━━ EXERCISE INPUT
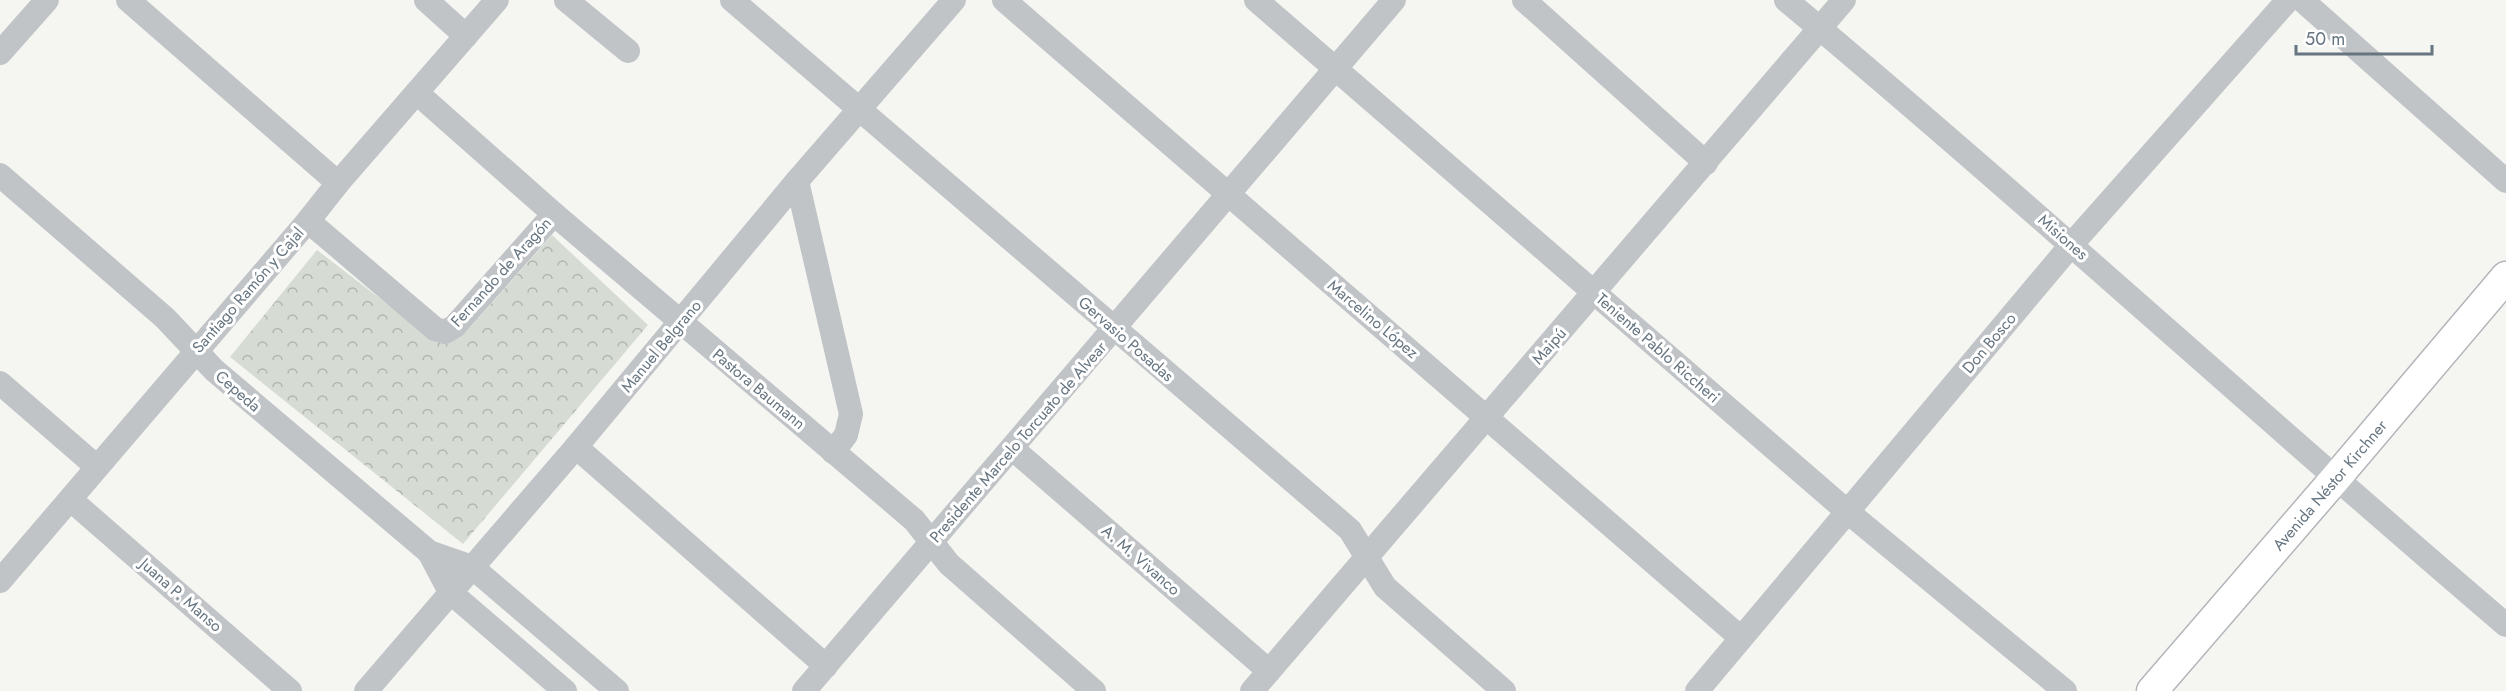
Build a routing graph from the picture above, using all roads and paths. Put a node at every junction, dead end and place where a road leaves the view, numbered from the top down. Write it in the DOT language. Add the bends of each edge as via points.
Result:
graph roads {
  1 [pos="128,0"];
  2 [pos="426,0"];
  3 [pos="497,0"];
  4 [pos="566,0"];
  5 [pos="732,0"];
  6 [pos="954,0"];
  7 [pos="1004,0"];
  8 [pos="1256,0"];
  9 [pos="1394,0"];
  10 [pos="1524,0"];
  11 [pos="1786,0"];
  12 [pos="1844,0"];
  13 [pos="2288,0"];
  14 [pos="2302,0"];
  15 [pos="35,4"];
  16 [pos="1820,29"];
  17 [pos="466,36"];
  18 [pos="628,51"];
  19 [pos="0,54"];
  20 [pos="1336,69"];
  21 [pos="417,93"];
  22 [pos="859,110"];
  23 [pos="1706,163"];
  24 [pos="0,175"];
  25 [pos="797,181"];
  26 [pos="2506,181"];
  27 [pos="338,183"];
  28 [pos="1229,196"];
  29 [pos="554,214"];
  30 [pos="308,221"];
  31 [pos="2072,244"];
  32 [pos="2506,277"];
  33 [pos="1595,293"];
  34 [pos="681,323"];
  35 [pos="1115,329"];
  36 [pos="196,350"];
  37 [pos="0,383"];
  38 [pos="1488,417"];
  39 [pos="576,447"];
  40 [pos="1013,449"];
  41 [pos="833,452"];
  42 [pos="98,467"];
  43 [pos="2335,479"];
  44 [pos="71,500"];
  45 [pos="1849,513"];
  46 [pos="933,542"];
  47 [pos="429,552"];
  48 [pos="1368,559"];
  49 [pos="472,567"];
  50 [pos="1,577"];
  51 [pos="450,592"];
  52 [pos="2506,625"];
  53 [pos="1741,638"];
  54 [pos="826,666"];
  55 [pos="1269,671"];
  56 [pos="290,691"];
  57 [pos="366,691"];
  58 [pos="565,691"];
  59 [pos="617,691"];
  60 [pos="804,691"];
  61 [pos="1094,691"];
  62 [pos="1252,691"];
  63 [pos="1504,691"];
  64 [pos="1697,691"];
  65 [pos="2065,691"];
  66 [pos="2152,691"];
  1 -- 27 [label="street"];
  2 -- 17 [label="street"];
  3 -- 17 [label="street, Santiago Ramón y Cajal"];
  4 -- 18 [label="street"];
  5 -- 22 [label="street, Gervasio Posadas"];
  6 -- 22 [label="street, Manuel Belgrano"];
  7 -- 28 [label="street, Marcelino López"];
  8 -- 20 [label="street, Teniente Pablo Riccheri"];
  9 -- 20 [label="street, Presidente Marcelo Torcuato de Alvear"];
  10 -- 23 [label="street"];
  11 -- 16 [label="street, Misiones"];
  12 -- 16 [label="street, Maipú"];
  13 -- 31 [label="street, Don Bosco"];
  14 -- 26 [label="street"];
  15 -- 19 [label="street"];
  16 -- 23 [label="street, Maipú"];
  16 -- 31 [label="street, Misiones"];
  17 -- 21 [label="street, Santiago Ramón y Cajal"];
  20 -- 28 [label="street, Presidente Marcelo Torcuato de Alvear"];
  20 -- 33 [label="street, Teniente Pablo Riccheri"];
  21 -- 27 [label="street, Santiago Ramón y Cajal"];
  21 -- 29 [label="street, Pastora Baumann"];
  22 -- 25 [label="street, Manuel Belgrano"];
  22 -- 35 [label="street, Gervasio Posadas"];
  23 -- 33 [label="street, Maipú"];
  24 -- 36 [label="street, Cepeda" via="165,318"];
  25 -- 34 [label="street, Manuel Belgrano"];
  25 -- 41 [label="street" via="850,414 846,435"];
  27 -- 30 [label="street, Santiago Ramón y Cajal"];
  28 -- 35 [label="street, Presidente Marcelo Torcuato de Alvear"];
  28 -- 38 [label="street, Marcelino López"];
  29 -- 30 [label="street, Fernando de Aragón" via="446,332 435,329"];
  29 -- 34 [label="street, Pastora Baumann"];
  30 -- 36 [label="street, Santiago Ramón y Cajal"];
  31 -- 43 [label="street, Misiones"];
  31 -- 45 [label="street, Don Bosco"];
  32 -- 43 [label="main road, Avenida Néstor Kirchner"];
  33 -- 38 [label="street, Maipú"];
  33 -- 45 [label="street, Teniente Pablo Riccheri"];
  34 -- 39 [label="street, Manuel Belgrano"];
  34 -- 41 [label="street, Pastora Baumann"];
  35 -- 40 [label="street, Presidente Marcelo Torcuato de Alvear"];
  35 -- 48 [label="street, Gervasio Posadas" via="1350,530"];
  36 -- 42 [label="street, Santiago Ramón y Cajal"];
  36 -- 47 [label="street, Cepeda" via="214,370"];
  37 -- 42 [label="street"];
  38 -- 48 [label="street, Maipú"];
  38 -- 53 [label="street, Marcelino López"];
  39 -- 49 [label="street, Manuel Belgrano"];
  39 -- 54 [label="street"];
  40 -- 46 [label="street, Presidente Marcelo Torcuato de Alvear"];
  40 -- 55 [label="street, A. M. Vivanco"];
  41 -- 46 [label="street, Pastora Baumann" via="914,520"];
  42 -- 44 [label="street, Santiago Ramón y Cajal"];
  43 -- 52 [label="street, Misiones"];
  43 -- 66 [label="main road, Avenida Néstor Kirchner"];
  44 -- 50 [label="street, Santiago Ramón y Cajal"];
  44 -- 56 [label="street, Juana P. Manso"];
  45 -- 53 [label="street, Don Bosco"];
  45 -- 65 [label="street, Teniente Pablo Riccheri"];
  46 -- 54 [label="street, Presidente Marcelo Torcuato de Alvear"];
  46 -- 61 [label="street, Pastora Baumann" via="949,564"];
  47 -- 49 [label="street, Cepeda"];
  47 -- 51 [label="street, Cepeda"];
  48 -- 55 [label="street, Maipú"];
  48 -- 63 [label="street, Gervasio Posadas" via="1385,587"];
  49 -- 51 [label="street, Manuel Belgrano"];
  49 -- 59 [label="street, Cepeda"];
  51 -- 57 [label="street, Manuel Belgrano"];
  51 -- 58 [label="street, Cepeda"];
  53 -- 64 [label="street, Don Bosco"];
  54 -- 60 [label="street, Presidente Marcelo Torcuato de Alvear"];
  55 -- 62 [label="street, Maipú"];
}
━━━━
● EXERCISE PROMPT
Output every line of the records exactly, excluding all pictures.

● RESULT
Build a routing graph from the picture above, using all roads and paths. Put a node at every junction, dead end and place where a road leaves the view, numbered from the top down. Write it in the DOT language. Add the bends of each edge as via points.
Result:
graph roads {
  1 [pos="128,0"];
  2 [pos="426,0"];
  3 [pos="497,0"];
  4 [pos="566,0"];
  5 [pos="732,0"];
  6 [pos="954,0"];
  7 [pos="1004,0"];
  8 [pos="1256,0"];
  9 [pos="1394,0"];
  10 [pos="1524,0"];
  11 [pos="1786,0"];
  12 [pos="1844,0"];
  13 [pos="2288,0"];
  14 [pos="2302,0"];
  15 [pos="35,4"];
  16 [pos="1820,29"];
  17 [pos="466,36"];
  18 [pos="628,51"];
  19 [pos="0,54"];
  20 [pos="1336,69"];
  21 [pos="417,93"];
  22 [pos="859,110"];
  23 [pos="1706,163"];
  24 [pos="0,175"];
  25 [pos="797,181"];
  26 [pos="2506,181"];
  27 [pos="338,183"];
  28 [pos="1229,196"];
  29 [pos="554,214"];
  30 [pos="308,221"];
  31 [pos="2072,244"];
  32 [pos="2506,277"];
  33 [pos="1595,293"];
  34 [pos="681,323"];
  35 [pos="1115,329"];
  36 [pos="196,350"];
  37 [pos="0,383"];
  38 [pos="1488,417"];
  39 [pos="576,447"];
  40 [pos="1013,449"];
  41 [pos="833,452"];
  42 [pos="98,467"];
  43 [pos="2335,479"];
  44 [pos="71,500"];
  45 [pos="1849,513"];
  46 [pos="933,542"];
  47 [pos="429,552"];
  48 [pos="1368,559"];
  49 [pos="472,567"];
  50 [pos="1,577"];
  51 [pos="450,592"];
  52 [pos="2506,625"];
  53 [pos="1741,638"];
  54 [pos="826,666"];
  55 [pos="1269,671"];
  56 [pos="290,691"];
  57 [pos="366,691"];
  58 [pos="565,691"];
  59 [pos="617,691"];
  60 [pos="804,691"];
  61 [pos="1094,691"];
  62 [pos="1252,691"];
  63 [pos="1504,691"];
  64 [pos="1697,691"];
  65 [pos="2065,691"];
  66 [pos="2152,691"];
  1 -- 27 [label="street"];
  2 -- 17 [label="street"];
  3 -- 17 [label="street, Santiago Ramón y Cajal"];
  4 -- 18 [label="street"];
  5 -- 22 [label="street, Gervasio Posadas"];
  6 -- 22 [label="street, Manuel Belgrano"];
  7 -- 28 [label="street, Marcelino López"];
  8 -- 20 [label="street, Teniente Pablo Riccheri"];
  9 -- 20 [label="street, Presidente Marcelo Torcuato de Alvear"];
  10 -- 23 [label="street"];
  11 -- 16 [label="street, Misiones"];
  12 -- 16 [label="street, Maipú"];
  13 -- 31 [label="street, Don Bosco"];
  14 -- 26 [label="street"];
  15 -- 19 [label="street"];
  16 -- 23 [label="street, Maipú"];
  16 -- 31 [label="street, Misiones"];
  17 -- 21 [label="street, Santiago Ramón y Cajal"];
  20 -- 28 [label="street, Presidente Marcelo Torcuato de Alvear"];
  20 -- 33 [label="street, Teniente Pablo Riccheri"];
  21 -- 27 [label="street, Santiago Ramón y Cajal"];
  21 -- 29 [label="street, Pastora Baumann"];
  22 -- 25 [label="street, Manuel Belgrano"];
  22 -- 35 [label="street, Gervasio Posadas"];
  23 -- 33 [label="street, Maipú"];
  24 -- 36 [label="street, Cepeda" via="165,318"];
  25 -- 34 [label="street, Manuel Belgrano"];
  25 -- 41 [label="street" via="850,414 846,435"];
  27 -- 30 [label="street, Santiago Ramón y Cajal"];
  28 -- 35 [label="street, Presidente Marcelo Torcuato de Alvear"];
  28 -- 38 [label="street, Marcelino López"];
  29 -- 30 [label="street, Fernando de Aragón" via="446,332 435,329"];
  29 -- 34 [label="street, Pastora Baumann"];
  30 -- 36 [label="street, Santiago Ramón y Cajal"];
  31 -- 43 [label="street, Misiones"];
  31 -- 45 [label="street, Don Bosco"];
  32 -- 43 [label="main road, Avenida Néstor Kirchner"];
  33 -- 38 [label="street, Maipú"];
  33 -- 45 [label="street, Teniente Pablo Riccheri"];
  34 -- 39 [label="street, Manuel Belgrano"];
  34 -- 41 [label="street, Pastora Baumann"];
  35 -- 40 [label="street, Presidente Marcelo Torcuato de Alvear"];
  35 -- 48 [label="street, Gervasio Posadas" via="1350,530"];
  36 -- 42 [label="street, Santiago Ramón y Cajal"];
  36 -- 47 [label="street, Cepeda" via="214,370"];
  37 -- 42 [label="street"];
  38 -- 48 [label="street, Maipú"];
  38 -- 53 [label="street, Marcelino López"];
  39 -- 49 [label="street, Manuel Belgrano"];
  39 -- 54 [label="street"];
  40 -- 46 [label="street, Presidente Marcelo Torcuato de Alvear"];
  40 -- 55 [label="street, A. M. Vivanco"];
  41 -- 46 [label="street, Pastora Baumann" via="914,520"];
  42 -- 44 [label="street, Santiago Ramón y Cajal"];
  43 -- 52 [label="street, Misiones"];
  43 -- 66 [label="main road, Avenida Néstor Kirchner"];
  44 -- 50 [label="street, Santiago Ramón y Cajal"];
  44 -- 56 [label="street, Juana P. Manso"];
  45 -- 53 [label="street, Don Bosco"];
  45 -- 65 [label="street, Teniente Pablo Riccheri"];
  46 -- 54 [label="street, Presidente Marcelo Torcuato de Alvear"];
  46 -- 61 [label="street, Pastora Baumann" via="949,564"];
  47 -- 49 [label="street, Cepeda"];
  47 -- 51 [label="street, Cepeda"];
  48 -- 55 [label="street, Maipú"];
  48 -- 63 [label="street, Gervasio Posadas" via="1385,587"];
  49 -- 51 [label="street, Manuel Belgrano"];
  49 -- 59 [label="street, Cepeda"];
  51 -- 57 [label="street, Manuel Belgrano"];
  51 -- 58 [label="street, Cepeda"];
  53 -- 64 [label="street, Don Bosco"];
  54 -- 60 [label="street, Presidente Marcelo Torcuato de Alvear"];
  55 -- 62 [label="street, Maipú"];
}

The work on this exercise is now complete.